> _WHAT TO WORK ON_
Within the lines below, find those that hold the string "thumb" and copy each one.

++++ STORED DATA

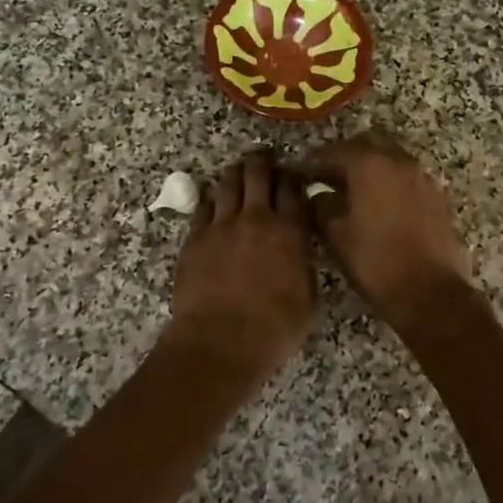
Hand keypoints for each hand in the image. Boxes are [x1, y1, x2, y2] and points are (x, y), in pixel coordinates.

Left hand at [167, 151, 314, 377]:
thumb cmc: (272, 329)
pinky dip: (212, 199)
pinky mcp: (195, 238)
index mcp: (289, 231)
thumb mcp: (308, 299)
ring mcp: (221, 225)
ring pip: (228, 183)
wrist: (219, 342)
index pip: (293, 188)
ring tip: (240, 172)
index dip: (293, 175)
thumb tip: (300, 250)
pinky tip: (215, 202)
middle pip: (258, 173)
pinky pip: (203, 206)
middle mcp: (256, 218)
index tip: (294, 174)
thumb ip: (304, 265)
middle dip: (263, 162)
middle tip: (266, 160)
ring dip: (236, 173)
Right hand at [304, 132, 474, 326]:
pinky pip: (408, 177)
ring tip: (353, 191)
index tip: (301, 172)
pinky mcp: (437, 196)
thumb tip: (318, 195)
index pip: (335, 151)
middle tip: (328, 175)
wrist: (431, 293)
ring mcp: (423, 177)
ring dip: (371, 166)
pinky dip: (391, 182)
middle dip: (347, 154)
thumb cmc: (376, 263)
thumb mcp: (337, 236)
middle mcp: (399, 162)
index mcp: (370, 165)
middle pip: (368, 143)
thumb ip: (322, 207)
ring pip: (391, 157)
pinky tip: (380, 205)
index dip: (315, 161)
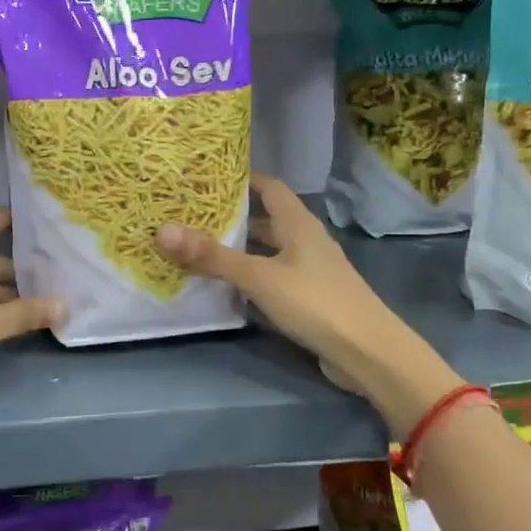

++++++++

> _EXERCISE OUTPUT_
thumb cmc: (272, 329)
thumb mcp: (308, 299)
thumb tip: (300, 250)
thumb ip: (304, 265)
thumb tip: (318, 195)
thumb cmc: (376, 263)
thumb mcp: (337, 236)
thumb ip: (322, 207)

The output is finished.